Criticó con ímpetu a Einstein cuando éste había demostrado que, segun propias palabras: "La creencia de un mundo exterior o independiente del sujeto es la base de toda la ciencia natural".
Así también llegaría a afirmar el propio Einstein: "Tú crees en un dios que juega a los dados y yo en el único valor de las leyes de un universo en el que cada cosa existe objetivamente". 

Cómo iba Humanindo a poder sospechar que desde la mecánica de Newton y mucho después con la definición teórica de la Relatividad de Einstein y el desarrollo de la Física Cuántica, no se iba a dar ningún salto cualitativo más en la consecución de nuevos teorías verdaderamente materialistas y nuevos descubrimientos o hallazgos, independientes de toda observación o medidas. 
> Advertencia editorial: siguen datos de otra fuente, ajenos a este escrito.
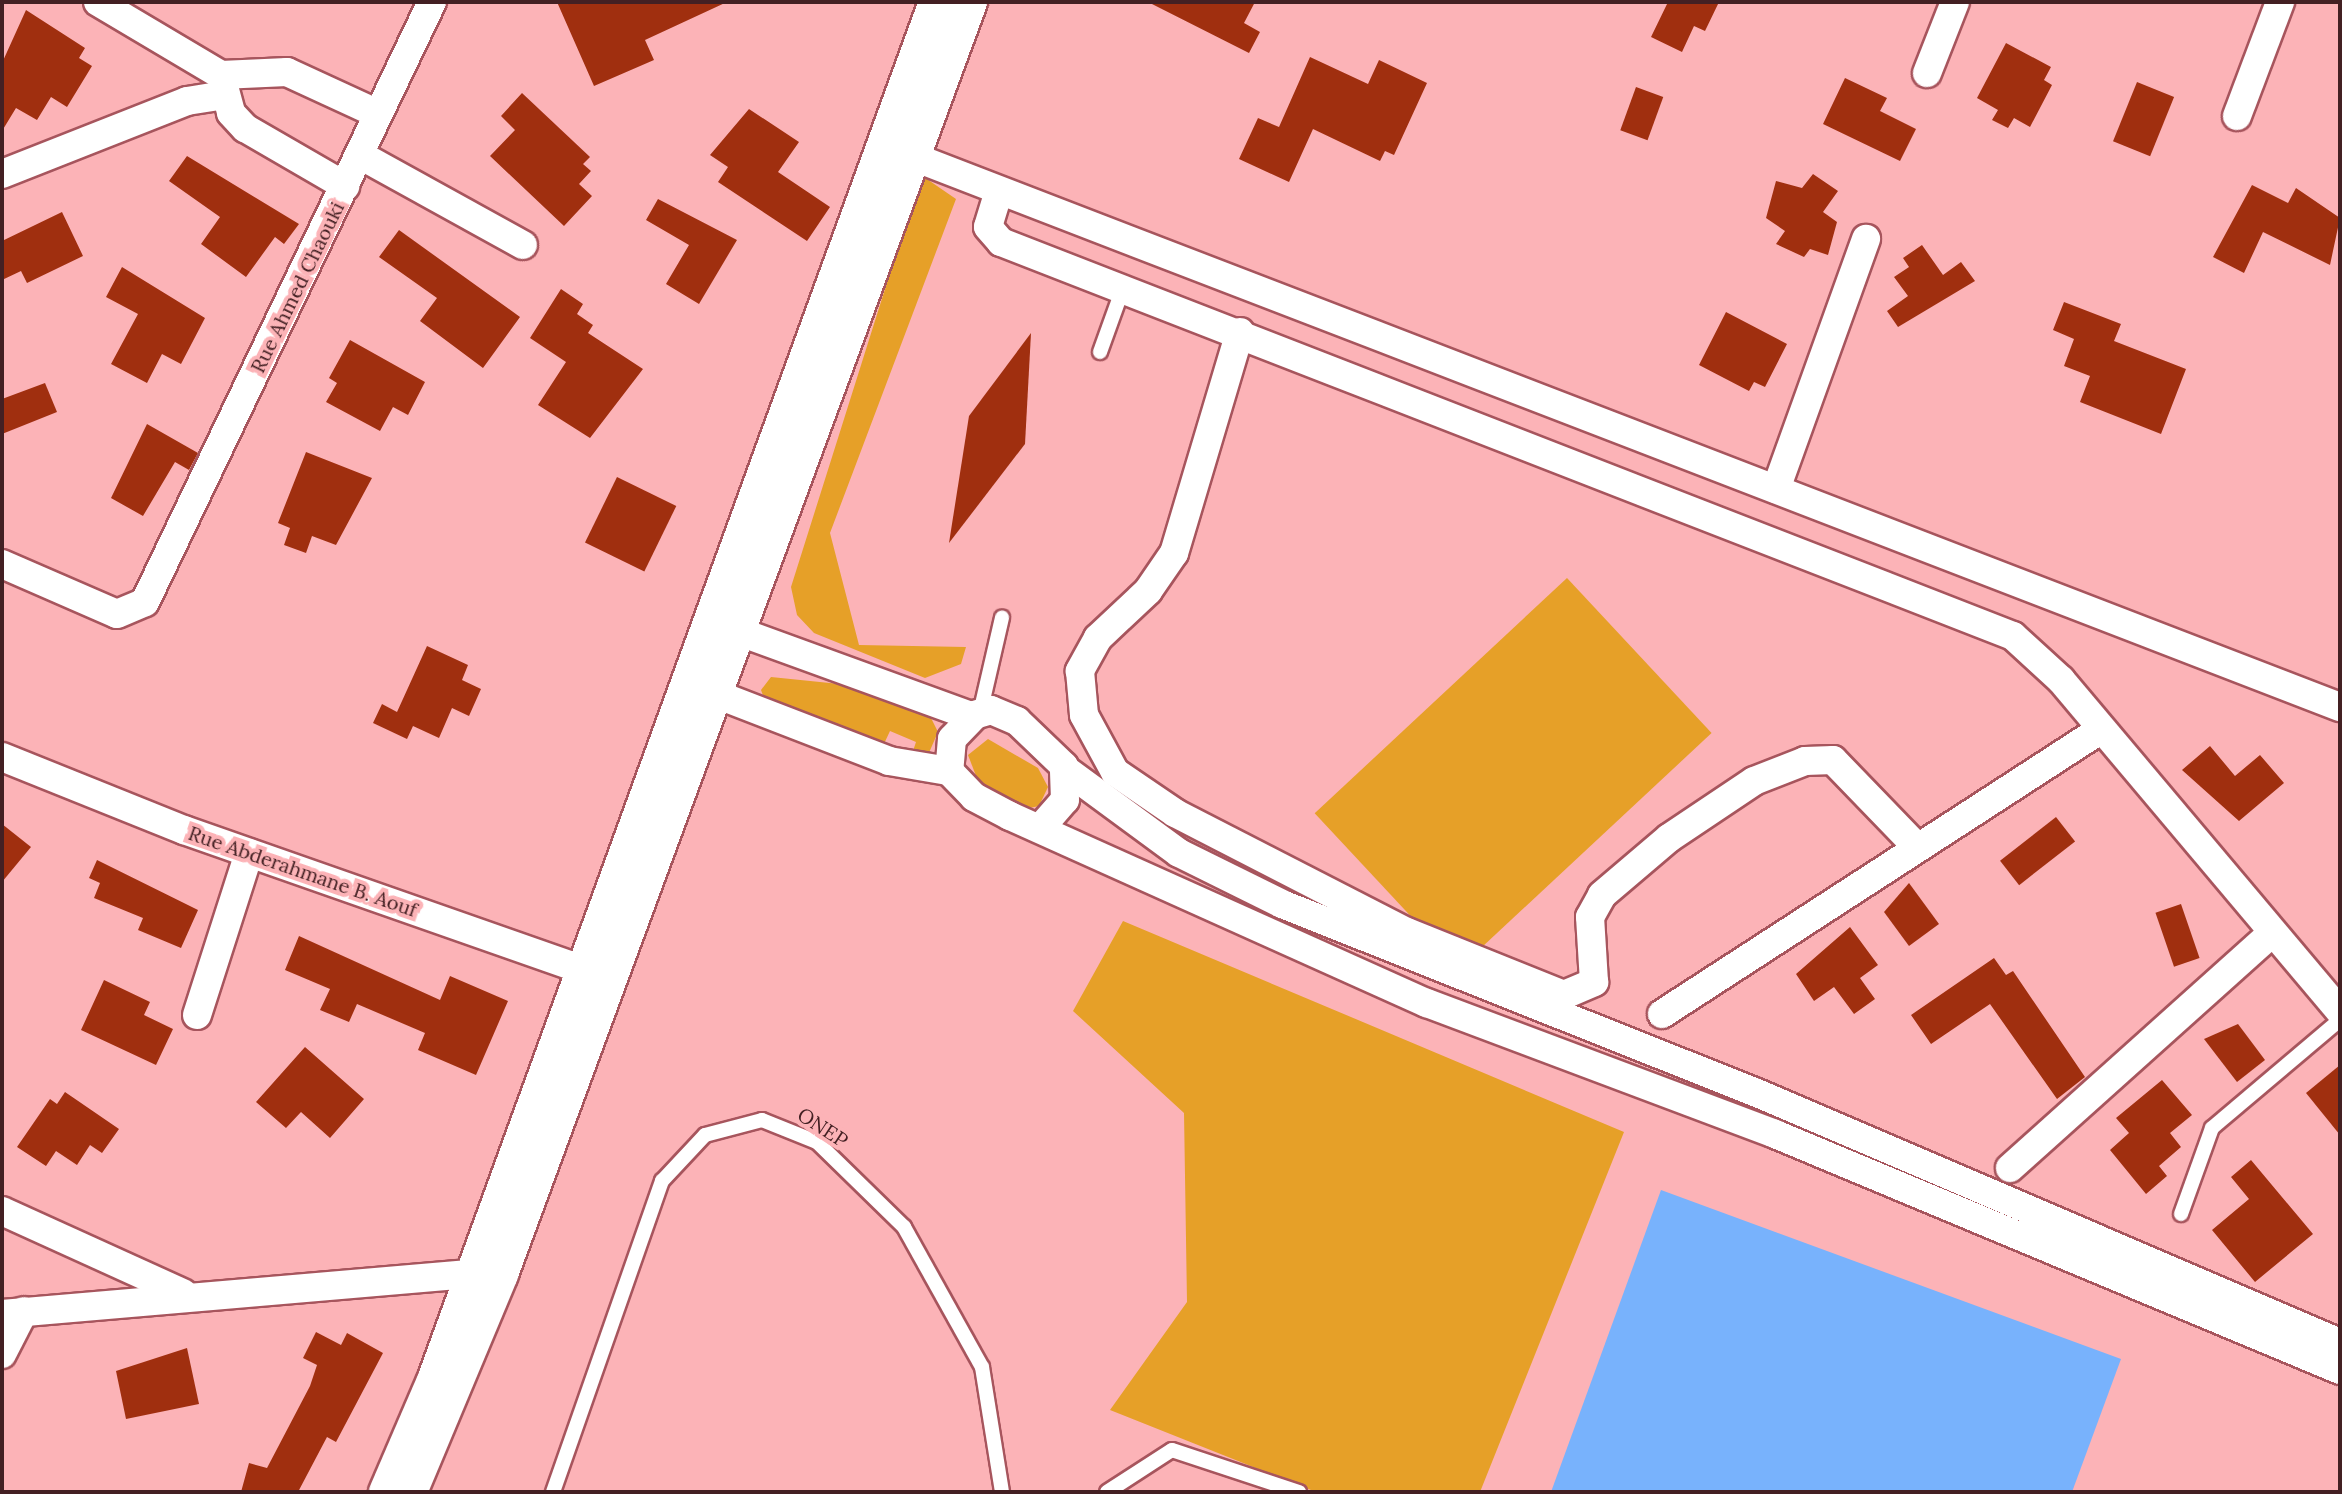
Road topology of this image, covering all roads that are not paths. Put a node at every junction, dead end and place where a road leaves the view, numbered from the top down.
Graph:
1 (98, 2) edge
2 (432, 2) edge
3 (936, 2) edge
4 (970, 2) edge
5 (1955, 2) edge
6 (2280, 2) edge
7 (1927, 73) dead end
8 (223, 85) junction
9 (376, 113) junction
10 (2237, 116) dead end
11 (898, 152) junction
12 (360, 155) junction
13 (2, 174) edge
14 (345, 186) junction
15 (998, 194) junction
16 (1866, 239) dead end
17 (523, 245) dead end
18 (1123, 288) junction
19 (1240, 332) junction
20 (1100, 352) dead end
21 (1776, 489) junction
22 (2, 564) edge
23 (1002, 618) dead end
24 (723, 626) junction
25 (700, 687) junction
26 (2340, 707) edge
27 (976, 715) junction
28 (2100, 730) junction
29 (2, 757) edge
30 (1066, 770) junction
31 (949, 771) junction
32 (1043, 825) junction
33 (1918, 848) junction
34 (249, 853) junction
35 (2272, 933) junction
36 (594, 974) junction
37 (2340, 1011) edge
38 (1662, 1014) dead end
39 (197, 1015) dead end
40 (2340, 1020) edge
41 (2010, 1168) dead end
42 (2, 1211) edge
43 (2181, 1214) dead end
44 (488, 1271) junction
45 (184, 1293) junction
46 (13, 1313) edge
47 (2340, 1343) edge
48 (2, 1354) edge
49 (2340, 1370) edge
50 (428, 1454) junction
51 (386, 1492) edge
52 (410, 1492) edge
53 (428, 1492) edge
54 (553, 1492) edge
55 (1002, 1492) edge
56 (1107, 1492) edge
57 (1299, 1492) edge

1 - 8 street
2 - 9 street, Rue Ahmed Chaouki
3 - 11 street
4 - 11 street
5 - 7 street
6 - 10 street
8 - 9 street
8 - 13 street
8 - 14 street
9 - 12 street, Rue Ahmed Chaouki
11 - 15 street
11 - 24 street
12 - 14 street, Rue Ahmed Chaouki
12 - 17 street
14 - 22 street, Rue Ahmed Chaouki
15 - 18 street
15 - 21 street
16 - 21 street
18 - 19 street
18 - 20 lane
19 - 28 street
19 - 33 street
21 - 26 street
23 - 27 lane
24 - 25 street
24 - 27 street
25 - 31 street
25 - 36 street
27 - 30 street
27 - 31 street
28 - 33 street
28 - 35 street
29 - 34 street, Rue Abderahmane B. Aouf
30 - 32 street
30 - 47 street
31 - 32 street
32 - 49 street
33 - 38 street
34 - 36 street, Rue Abderahmane B. Aouf
34 - 39 street
35 - 37 street
35 - 41 street
36 - 44 street
40 - 43 lane
42 - 45 street
44 - 45 street
44 - 50 street
44 - 51 street
45 - 46 street
46 - 48 street
50 - 52 street
50 - 53 street
54 - 55 lane, ONEP
56 - 57 lane

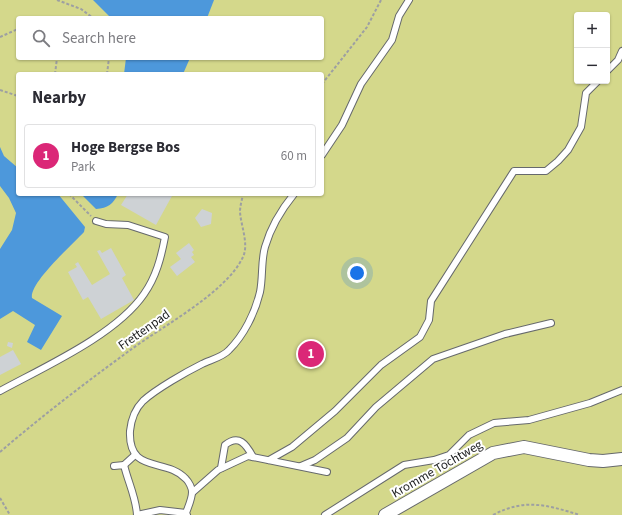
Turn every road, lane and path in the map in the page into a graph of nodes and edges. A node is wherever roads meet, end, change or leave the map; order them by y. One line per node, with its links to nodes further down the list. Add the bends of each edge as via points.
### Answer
1 (57, 0): 4 (path, via 81,9)
2 (381, 0): 13 (path, via 367,27)
3 (409, 0): 17 (lane, via 399,16 392,40 361,84 342,125)
4 (90, 16)
5 (16, 30): 6 (path)
6 (0, 37)
7 (622, 51): 10 (lane)
8 (57, 60): 11 (path)
9 (109, 60): 12 (path)
10 (610, 68)
11 (55, 72)
12 (107, 72)
13 (324, 81)
14 (595, 84): 29 (lane, via 586,93 581,127 568,150 558,161 546,171 514,171 432,301 429,320 420,337 381,366 335,411 292,447)
15 (0, 90): 16 (path)
16 (16, 95)
17 (324, 152)
18 (72, 196): 21 (path)
19 (243, 196): 25 (path, Frettenpad, via 240,211 245,243 244,255 227,278 197,304 69,395)
20 (292, 196): 26 (lane, via 272,227 265,248 260,292 242,334 228,352 201,364 143,401 132,423 131,443)
21 (96, 221): 24 (lane, via 106,224 128,224 165,237 161,260 154,277 131,310 105,332)
22 (551, 323): 32 (lane, via 505,334 433,359 376,407 347,438 315,460)
23 (622, 390): 40 (lane, via 590,404 530,420 494,423 469,435 449,455 404,465)
24 (0, 391)
25 (0, 452)
26 (135, 455): 30 (lane); 35 (lane, via 145,462 178,472 188,482)
27 (253, 457): 29 (lane); 33 (lane, via 248,456); 33 (lane, via 244,443 234,440 225,445)
28 (622, 459): 41 (street, Kromme Tochtweg, via 589,460 524,447 504,450 493,453)
29 (269, 460): 32 (lane)
30 (124, 465): 31 (lane); 39 (lane, via 136,501)
31 (114, 466)
32 (301, 466): 34 (lane)
33 (221, 468): 35 (lane)
34 (327, 472)
35 (192, 492): 37 (lane)
36 (0, 498): 38 (path)
37 (187, 514): 39 (lane, via 160,510)
38 (10, 515)
39 (137, 515)
40 (326, 515)
41 (385, 515)
42 (493, 515): 43 (path, via 527,503)
43 (580, 515)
Es triste, acompañamos en el sentimiento al gran triturador de la ciencia, Humanindo Prósopon Rodríguez, fílósofo ilustrado y sofista de la naturaleza para más señas, así como ideólogo humanista. Porque sus posiciones denotan que las sociedades humanas y el mundo no se pueden conocer, pero sobre todo que no se pueden transformar. Y esto a día de hoy supone una regresión histórica, volver a la época de las tesis idealistas "el hombre hace la historia en materia filosófica o científica". "Estas tesis pueden producir efectos nefastos -como dijo Althusser- sobre el conocimiento científico, efectos retrógrados" (...). Y continúa: (...) "filosóficamente vuelve a partir de cero y nos devuelve a los buenos tiempos de Descartes, Kant o Fichte, de Hegel y de Feuerbach" (...)

Sobre todo, nos impide conocer la realidad para transformarla.

No te acompaño en el sentimiento ni reconfortaré a tus seguidores en tu futuro sepelio, eso espero, Humanindo Prósopon Rodríguez.